Wagner 17/05/2012
Eu creio que ainda haja grande preconceito com a literatura brasileira, digamos assim, antiga. Um Machado de Assis ou um José de Alencar forçado pela escola é o suficiente para trazer uma torrente de generalizações a respeito de anos de escrita brasileira. O que seria qualquer um deles perto da magia e grandiosidade mística das obras nacionais contemporâneas? Obras geniais como as de Machado ou qualquer outro gênio da literatura, embora eu as considere atemporais, não mais condizem com a época, no entanto, em seu período de lançamento estavam em perfeita sintonia com o contexto social, e isso é um fator imprescindível para a assimilação e apreciação do livro. Sendo assim, Graciliano Ramos nos prestigia com seu primeiro romance, Caetés: uma obra sem muitos adornos e recursos, direta e simples. O que para muitos, imagino, seja uma qualidade, uma vez que ouve-se muito queixas de que a literatura possui demasiadas figuras que impedem o claro entendimento do texto, sob a alegação de que não é possível adentrar na subjetividade alheia, porém: sim, nós temos acesso à subjetividade do personagem nessa narração em primeira pessoa. O cenário se situa em Alagoas, num município chamado Palmeira dos Índios, e lá o autor cria uma narrativa em primeira pessoa no personagem de João Valério - a quem antipatizei logo de início - um escriturador mercantil que trabalha na empresa dos irmãos Teixeira: Adrião e Vitorino. Valério tem pela esposa daquele uma paixão que já dura três anos, tendo ele frequentado a casa do patrão por cinco e inicia o romance beijando-a duas vezes no pescoço, ao que Luísa reage estupefata e manda-o para fora. Com o desenvolvimento da narrativa, outros muitos personagens vão aparecendo, o que pode confundir o leitor, pois ora são chamados pelo nome ora pelo sobrenome e dificultam a total dominação das personalidades por parte do leitor.

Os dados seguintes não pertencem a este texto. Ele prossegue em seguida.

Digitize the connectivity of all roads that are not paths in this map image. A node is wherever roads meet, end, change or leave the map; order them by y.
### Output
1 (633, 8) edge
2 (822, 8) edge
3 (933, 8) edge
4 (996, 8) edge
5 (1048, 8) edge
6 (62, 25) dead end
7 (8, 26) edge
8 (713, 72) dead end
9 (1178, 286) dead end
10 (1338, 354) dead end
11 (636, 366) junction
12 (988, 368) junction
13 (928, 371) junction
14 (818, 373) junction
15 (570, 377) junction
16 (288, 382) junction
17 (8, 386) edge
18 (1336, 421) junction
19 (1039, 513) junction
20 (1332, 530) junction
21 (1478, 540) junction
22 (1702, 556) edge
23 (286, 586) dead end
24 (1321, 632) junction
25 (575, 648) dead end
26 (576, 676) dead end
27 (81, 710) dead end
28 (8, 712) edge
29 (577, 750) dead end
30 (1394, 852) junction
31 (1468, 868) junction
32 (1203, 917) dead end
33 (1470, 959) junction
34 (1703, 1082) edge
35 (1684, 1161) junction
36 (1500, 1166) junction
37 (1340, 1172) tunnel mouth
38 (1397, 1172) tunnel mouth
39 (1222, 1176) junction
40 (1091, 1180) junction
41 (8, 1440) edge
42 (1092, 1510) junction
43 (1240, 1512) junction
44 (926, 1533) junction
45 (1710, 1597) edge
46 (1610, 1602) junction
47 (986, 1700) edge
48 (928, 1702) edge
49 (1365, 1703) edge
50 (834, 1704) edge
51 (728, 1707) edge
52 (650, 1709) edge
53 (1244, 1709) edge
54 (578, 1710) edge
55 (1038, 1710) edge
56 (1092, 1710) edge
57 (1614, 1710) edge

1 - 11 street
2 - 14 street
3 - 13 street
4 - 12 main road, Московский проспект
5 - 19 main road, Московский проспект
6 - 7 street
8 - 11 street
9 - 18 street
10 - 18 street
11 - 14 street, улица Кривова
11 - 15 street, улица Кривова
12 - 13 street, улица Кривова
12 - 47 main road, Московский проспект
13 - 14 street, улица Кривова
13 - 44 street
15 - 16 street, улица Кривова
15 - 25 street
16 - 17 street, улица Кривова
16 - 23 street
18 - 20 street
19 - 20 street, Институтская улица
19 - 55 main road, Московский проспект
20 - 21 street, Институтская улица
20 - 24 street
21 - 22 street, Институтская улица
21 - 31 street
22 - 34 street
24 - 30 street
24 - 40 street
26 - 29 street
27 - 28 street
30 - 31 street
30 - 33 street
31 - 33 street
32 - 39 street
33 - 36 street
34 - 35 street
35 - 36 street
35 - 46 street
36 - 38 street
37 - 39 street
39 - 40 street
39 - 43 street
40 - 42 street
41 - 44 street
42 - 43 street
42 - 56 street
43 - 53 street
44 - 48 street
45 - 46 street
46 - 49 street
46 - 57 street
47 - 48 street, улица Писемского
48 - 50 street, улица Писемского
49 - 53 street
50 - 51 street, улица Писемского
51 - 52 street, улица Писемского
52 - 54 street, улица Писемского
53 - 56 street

Essa obra, como muitas de caráter semelhante, demonstra uma preocupação social tremenda do indivíduo muito evidente na pessoa de Valério que tenta desempacar um romance sobre índios caetés para obter elevação social e apreciação principalmente de sua amada Luísa, como também o valor de status da união matrimonial e a influência da religião em cada atitude. O herói dessa obra não possui lá nada de religioso, mas também afirma no final, talvez com ironia, que não é ateu. Em total contraste com os tempos atuais, temos a forma de sedução dos cavalheiros da época e o sofrimento causado e suas consequências pelo amor não correspondido e também a tamanha influência do pensamento das pessoas nas atitudes do indivíduo: mais uma preocupação social.
O esboço psicológico que o autor traça do personagem-narrador é repulsivo: chega a desejar a morte de Adrião, em mente que facilitaria seu romance com Luísa. Valério também tem uma espécie de anti-intelectualismo, atribui a instrução aos mais elevados socialmente, como o Dr. Liberato, mas e ao Nazaré? Mero tabelião...
Por fim a obra tem um desfecho não muito surpreendente mas também um tanto inesperado, tendo em vista a fama de "durão" que pousa sobre Adrião durante a narrativa. Eu esperava algo mais como o final de "A cartomante" de Machado de Assis.
Um livro bom para quem não tem contato com literatura brasileira ou tem preconceitos, ou somente quer iniciar o hábito de leitura. Recomendo.